Reverend Canon Gary Hastings is one of several well-known Irish men of the cloth who take their traditional music seriously. An excellent flute player himself, he was featured on the CD Slan le Loch Eirne (Stories to Tell), (Clo Iar-Chonnachta, 2002) with Father Seamus Quinn who plays fiddle and piano. Gary holds a B.A. in Irish Studies, an M.A. in Adult and Continuing Education, and a Theology degree. Although not a fifer nor a drummer, he recently wrote With Fife and Drum -- Music, Memories and Customs of an Irish Tradition (Blackstaff Press Ltd., 2003), which explores the musical tradition of the Lambeg drum, primarily associated with the Orange Order in Northern Ireland.

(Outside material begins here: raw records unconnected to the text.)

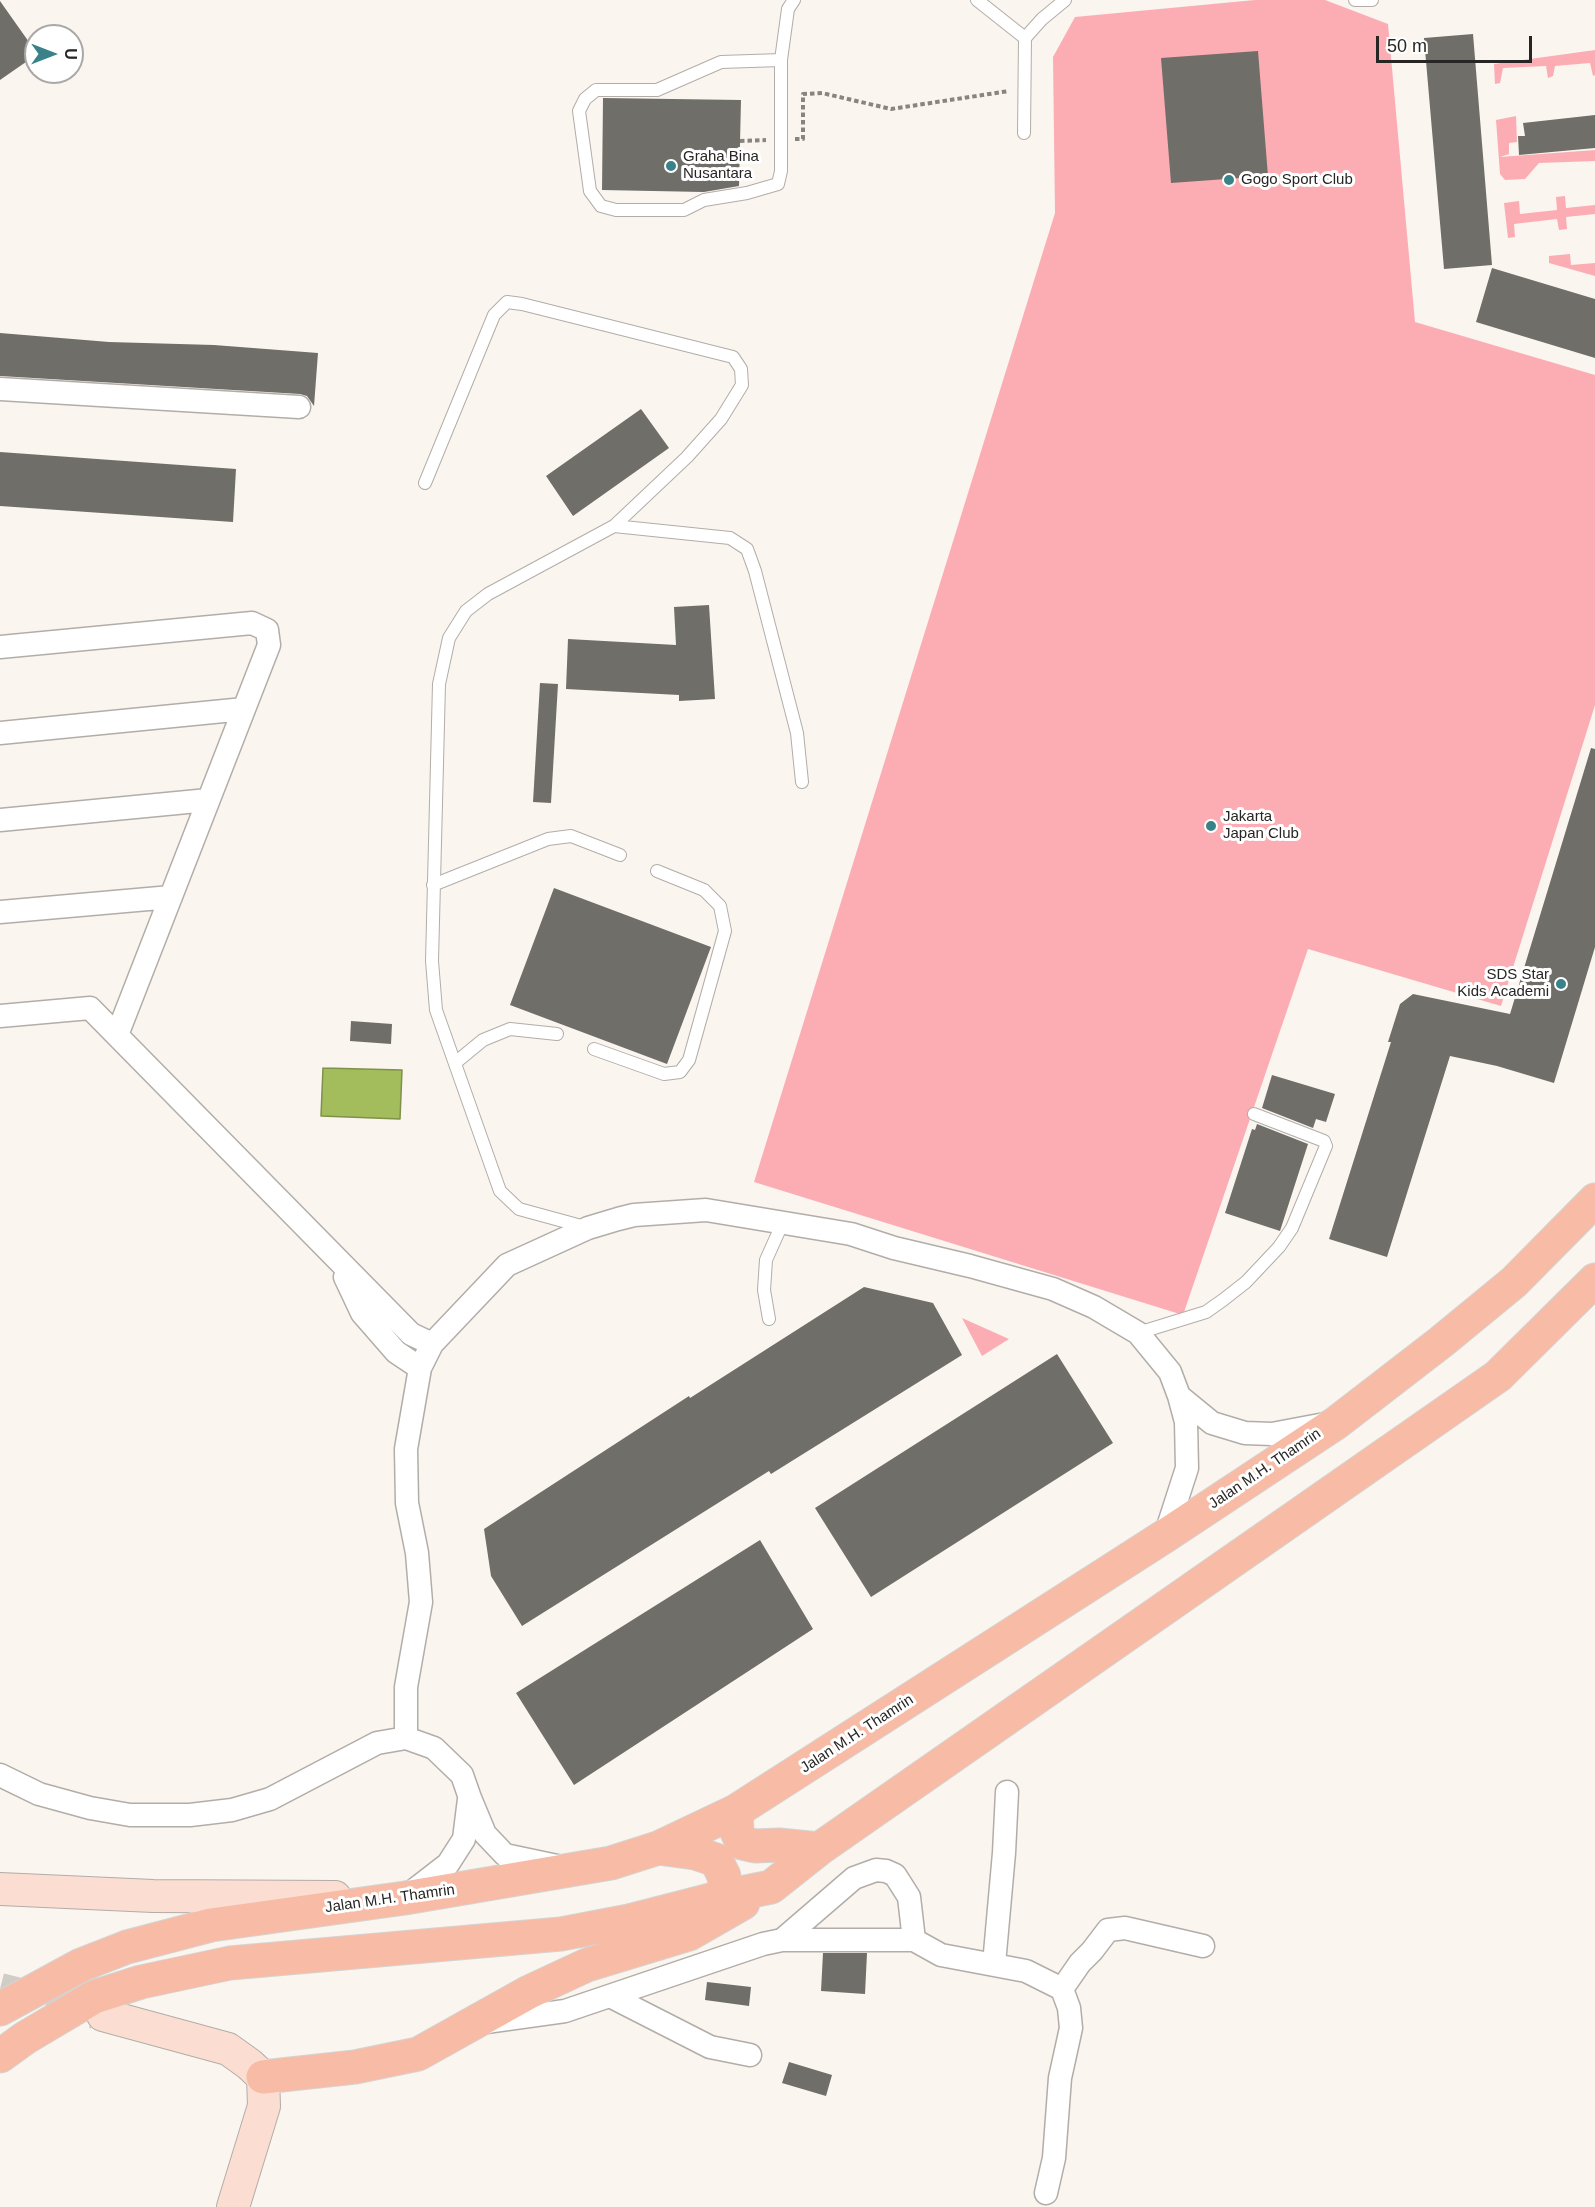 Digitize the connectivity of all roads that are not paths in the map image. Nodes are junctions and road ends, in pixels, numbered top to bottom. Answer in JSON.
{"nodes":[{"id":1,"x":794,"y":0,"type":"edge"},
{"id":2,"x":977,"y":0,"type":"edge"},
{"id":3,"x":1065,"y":0,"type":"edge"},
{"id":4,"x":1355,"y":0,"type":"edge"},
{"id":5,"x":1372,"y":0,"type":"edge"},
{"id":6,"x":1025,"y":38,"type":"junction"},
{"id":7,"x":781,"y":60,"type":"junction"},
{"id":8,"x":1024,"y":133,"type":"dead end"},
{"id":9,"x":0,"y":389,"type":"edge"},
{"id":10,"x":299,"y":407,"type":"dead end"},
{"id":11,"x":425,"y":483,"type":"dead end"},
{"id":12,"x":614,"y":526,"type":"junction"},
{"id":13,"x":0,"y":647,"type":"edge"},
{"id":14,"x":244,"y":709,"type":"junction"},
{"id":15,"x":0,"y":734,"type":"edge"},
{"id":16,"x":802,"y":782,"type":"dead end"},
{"id":17,"x":208,"y":800,"type":"junction"},
{"id":18,"x":0,"y":820,"type":"edge"},
{"id":19,"x":620,"y":855,"type":"dead end"},
{"id":20,"x":657,"y":871,"type":"dead end"},
{"id":21,"x":433,"y":885,"type":"junction"},
{"id":22,"x":171,"y":897,"type":"junction"},
{"id":23,"x":0,"y":912,"type":"edge"},
{"id":24,"x":0,"y":1016,"type":"edge"},
{"id":25,"x":117,"y":1035,"type":"junction"},
{"id":26,"x":557,"y":1035,"type":"dead end"},
{"id":27,"x":594,"y":1049,"type":"dead end"},
{"id":28,"x":455,"y":1063,"type":"junction"},
{"id":29,"x":1254,"y":1114,"type":"dead end"},
{"id":30,"x":1595,"y":1200,"type":"edge"},
{"id":31,"x":783,"y":1222,"type":"junction"},
{"id":32,"x":588,"y":1228,"type":"junction"},
{"id":33,"x":338,"y":1262,"type":"junction"},
{"id":34,"x":1595,"y":1280,"type":"edge"},
{"id":35,"x":769,"y":1319,"type":"dead end"},
{"id":36,"x":1138,"y":1334,"type":"junction"},
{"id":37,"x":432,"y":1344,"type":"junction"},
{"id":38,"x":420,"y":1368,"type":"junction"},
{"id":39,"x":1179,"y":1396,"type":"junction"},
{"id":40,"x":1336,"y":1423,"type":"junction"},
{"id":41,"x":1165,"y":1536,"type":"junction"},
{"id":42,"x":406,"y":1738,"type":"junction"},
{"id":43,"x":0,"y":1775,"type":"edge"},
{"id":44,"x":1007,"y":1792,"type":"dead end"},
{"id":45,"x":470,"y":1798,"type":"junction"},
{"id":46,"x":736,"y":1811,"type":"junction"},
{"id":47,"x":658,"y":1848,"type":"junction"},
{"id":48,"x":819,"y":1849,"type":"junction"},
{"id":49,"x":577,"y":1870,"type":"junction"},
{"id":50,"x":771,"y":1887,"type":"junction"},
{"id":51,"x":0,"y":1889,"type":"edge"},
{"id":52,"x":726,"y":1896,"type":"junction"},
{"id":53,"x":405,"y":1898,"type":"junction"},
{"id":54,"x":782,"y":1940,"type":"junction"},
{"id":55,"x":914,"y":1940,"type":"junction"},
{"id":56,"x":1203,"y":1946,"type":"dead end"},
{"id":57,"x":994,"y":1964,"type":"junction"},
{"id":58,"x":1062,"y":1989,"type":"junction"},
{"id":59,"x":610,"y":1996,"type":"junction"},
{"id":60,"x":0,"y":2009,"type":"edge"},
{"id":61,"x":103,"y":2015,"type":"tunnel mouth"},
{"id":62,"x":470,"y":2024,"type":"junction"},
{"id":63,"x":750,"y":2055,"type":"dead end"},
{"id":64,"x":0,"y":2056,"type":"edge"},
{"id":65,"x":263,"y":2077,"type":"junction"},
{"id":66,"x":1046,"y":2193,"type":"dead end"},
{"id":67,"x":235,"y":2200,"type":"edge"}],
"edges":[{"from":1,"to":7,"type":"lane"},
{"from":2,"to":6,"type":"lane"},
{"from":3,"to":6,"type":"lane"},
{"from":4,"to":5,"type":"lane"},
{"from":6,"to":8,"type":"lane"},
{"from":7,"to":7,"type":"lane"},
{"from":9,"to":10,"type":"street"},
{"from":11,"to":12,"type":"lane"},
{"from":12,"to":16,"type":"lane"},
{"from":12,"to":21,"type":"lane"},
{"from":13,"to":14,"type":"street"},
{"from":14,"to":15,"type":"street"},
{"from":14,"to":17,"type":"street"},
{"from":17,"to":18,"type":"street"},
{"from":17,"to":22,"type":"street"},
{"from":19,"to":21,"type":"lane"},
{"from":20,"to":27,"type":"lane"},
{"from":21,"to":28,"type":"lane"},
{"from":22,"to":23,"type":"street"},
{"from":22,"to":25,"type":"street"},
{"from":24,"to":25,"type":"street"},
{"from":25,"to":33,"type":"street"},
{"from":26,"to":28,"type":"lane"},
{"from":28,"to":32,"type":"lane"},
{"from":29,"to":36,"type":"lane"},
{"from":30,"to":40,"type":"main road","name":"Jalan M.H. Thamrin"},
{"from":31,"to":32,"type":"street"},
{"from":31,"to":35,"type":"lane"},
{"from":31,"to":36,"type":"street"},
{"from":32,"to":37,"type":"street"},
{"from":33,"to":37,"type":"street"},
{"from":33,"to":38,"type":"street"},
{"from":34,"to":48,"type":"main road"},
{"from":36,"to":39,"type":"street"},
{"from":37,"to":38,"type":"street"},
{"from":38,"to":42,"type":"street"},
{"from":39,"to":40,"type":"street"},
{"from":39,"to":41,"type":"street"},
{"from":40,"to":41,"type":"main road","name":"Jalan M.H. Thamrin"},
{"from":41,"to":46,"type":"main road","name":"Jalan M.H. Thamrin"},
{"from":42,"to":43,"type":"street"},
{"from":42,"to":45,"type":"street"},
{"from":44,"to":57,"type":"street"},
{"from":45,"to":49,"type":"street"},
{"from":45,"to":53,"type":"street"},
{"from":46,"to":47,"type":"main road","name":"Jalan M.H. Thamrin"},
{"from":46,"to":48,"type":"main road"},
{"from":47,"to":49,"type":"main road","name":"Jalan M.H. Thamrin"},
{"from":47,"to":52,"type":"main road"},
{"from":48,"to":50,"type":"main road"},
{"from":49,"to":53,"type":"main road","name":"Jalan M.H. Thamrin"},
{"from":50,"to":52,"type":"main road"},
{"from":50,"to":62,"type":"main road"},
{"from":51,"to":53,"type":"main road"},
{"from":52,"to":64,"type":"main road"},
{"from":53,"to":60,"type":"main road","name":"Jalan M.H. Thamrin"},
{"from":54,"to":55,"type":"street"},
{"from":54,"to":55,"type":"street"},
{"from":54,"to":59,"type":"street"},
{"from":55,"to":57,"type":"street"},
{"from":56,"to":58,"type":"street"},
{"from":57,"to":58,"type":"street"},
{"from":58,"to":66,"type":"street"},
{"from":59,"to":62,"type":"street"},
{"from":59,"to":63,"type":"street"},
{"from":61,"to":65,"type":"main road"},
{"from":62,"to":65,"type":"main road"},
{"from":65,"to":67,"type":"main road"}]} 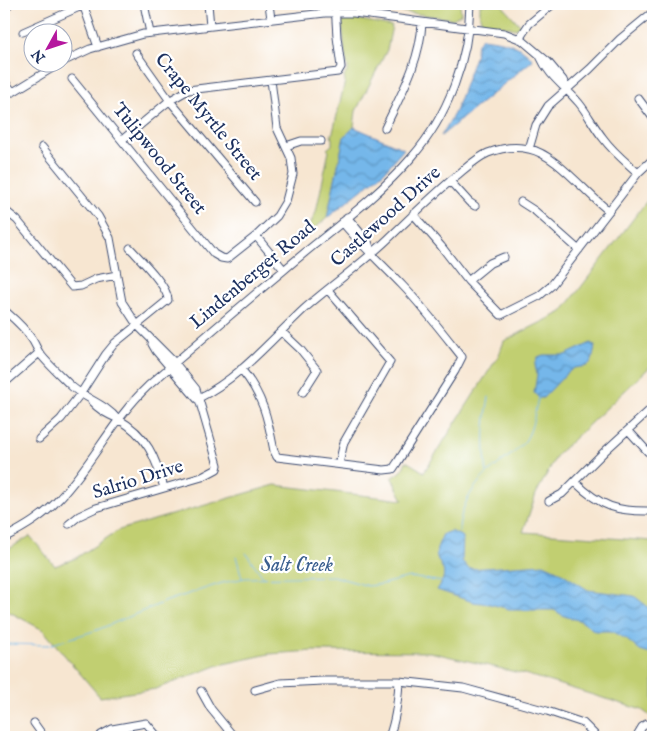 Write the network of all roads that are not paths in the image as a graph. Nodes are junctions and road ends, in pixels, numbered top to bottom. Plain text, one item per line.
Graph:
1 (9, 4) edge
2 (83, 4) edge
3 (144, 4) edge
4 (208, 4) edge
5 (270, 4) edge
6 (335, 4) edge
7 (470, 4) edge
8 (549, 5) edge
9 (4, 10) edge
10 (653, 12) edge
11 (336, 13) junction
12 (271, 19) junction
13 (44, 22) edge
14 (422, 23) junction
15 (210, 26) junction
16 (468, 29) junction
17 (150, 33) junction
18 (519, 39) junction
19 (98, 47) junction
20 (136, 53) dead end
21 (72, 58) edge
22 (46, 72) edge
23 (72, 79) dead end
24 (271, 80) junction
25 (4, 81) edge
26 (567, 89) junction
27 (638, 98) dead end
28 (170, 100) junction
29 (653, 118) edge
30 (385, 128) dead end
31 (122, 140) junction
32 (321, 141) dead end
33 (286, 146) junction
34 (42, 147) dead end
35 (529, 149) junction
36 (653, 158) edge
37 (638, 173) junction
38 (450, 181) junction
39 (255, 202) dead end
40 (521, 202) dead end
41 (475, 206) dead end
42 (6, 212) edge
43 (609, 212) junction
44 (413, 214) junction
45 (344, 220) junction
46 (256, 236) junction
47 (130, 248) dead end
48 (579, 250) junction
49 (372, 253) junction
50 (504, 256) dead end
51 (284, 270) junction
52 (117, 275) junction
53 (468, 281) junction
54 (328, 290) junction
55 (4, 310) edge
56 (137, 325) junction
57 (282, 332) junction
58 (39, 353) junction
59 (172, 365) junction
60 (241, 369) junction
61 (8, 380) dead end
62 (303, 392) dead end
63 (81, 393) junction
64 (198, 399) junction
65 (653, 407) edge
66 (118, 420) junction
67 (628, 430) junction
68 (39, 439) dead end
69 (648, 452) dead end
70 (339, 464) junction
71 (575, 482) junction
72 (164, 488) junction
73 (549, 501) dead end
74 (653, 511) edge
75 (69, 524) dead end
76 (4, 538) edge
77 (399, 681) junction
78 (255, 690) dead end
79 (201, 691) dead end
80 (34, 723) dead end
81 (651, 726) edge
82 (101, 735) dead end
83 (44, 737) edge
84 (158, 737) edge
85 (234, 737) edge
86 (389, 737) edge
87 (597, 737) edge
88 (636, 737) edge

1 - 9 street
2 - 13 street
2 - 19 street
3 - 17 street
4 - 15 street
5 - 12 street
6 - 11 street
7 - 16 street, Lindenberger Road
8 - 18 street
10 - 26 street
11 - 12 street
11 - 14 street
11 - 24 street
12 - 15 street
14 - 16 street
14 - 30 street
15 - 17 street
16 - 18 street
16 - 45 street, Lindenberger Road
17 - 19 street
18 - 26 street
19 - 21 street
20 - 28 street, Crape Myrtle Street
22 - 25 street
23 - 31 street, Tulipwood Street
24 - 28 street
24 - 33 street
26 - 35 street
26 - 37 street
27 - 29 street
28 - 31 street
28 - 39 street, Crape Myrtle Street
31 - 46 street, Tulipwood Street
32 - 33 street
33 - 46 street
34 - 52 street
35 - 38 street, Castlewood Drive
35 - 43 street, Castlewood Drive
36 - 37 street
37 - 43 street
38 - 41 street
38 - 44 street, Castlewood Drive
40 - 48 street
42 - 52 street
43 - 48 street
44 - 49 street, Castlewood Drive
44 - 53 street
45 - 49 street
45 - 51 street, Lindenberger Road
46 - 51 street
47 - 56 street
48 - 53 street
49 - 54 street, Castlewood Drive
49 - 70 street
50 - 53 street
51 - 59 street, Lindenberger Road
52 - 56 street
54 - 57 street, Castlewood Drive
54 - 70 street
55 - 58 street
56 - 59 street
56 - 63 street
57 - 60 street, Castlewood Drive
57 - 62 street
58 - 61 street
58 - 63 street
59 - 64 street
59 - 66 street, Lindenberger Road
60 - 64 street, Castlewood Drive
60 - 70 street
63 - 66 street
63 - 68 street
64 - 72 street, Salrio Drive
65 - 67 street
66 - 72 street
66 - 76 street, Lindenberger Road
67 - 69 street
67 - 71 street
71 - 73 street
71 - 74 street
72 - 75 street, Salrio Drive
77 - 78 street
77 - 86 street
77 - 87 street
79 - 85 street
80 - 83 street
81 - 88 street
82 - 84 street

Although the manuscript doesn't shy away from the political associations, Hastings concentrates on the more purely musical aspects of the tradition, the instruments and performance practice. The publication also includes a tunebook of 70 fife tunes which is complemented with a 17-track CD containing recordings of performances and conversations with practitioners. Born in Belfast, he is now the Church of Ireland Rector of Westport, Co. Mayo, where he lives with his wife, Catríona, and their two children.

Image: Brian Mullen
Brain Mullen

The highly respected Brian Mullen is a native of Derry city and has been singing traditional songs for more than thirty years. Like many others in the 1960s he fell under the spell of Bob Dylan and the American folk revival and made his way from there back to his Irish roots. He met, became friends with and learned from some of the great singers of Ulster like Eddie Butcher, Joe Holmes, Geordie Hanna and Nellie Ní Dhomhnaill. Brian has been involved in broadcasting since 1984 and has worked for many years with the BBC where he was Northern Ireland's first full-time Irish language radio producer. He helped to set up Radio Ulster's Irish Language Unit in 1987 and currently presents the weekly radio program, Caschlár, which features an eclectic selection of music from around the world.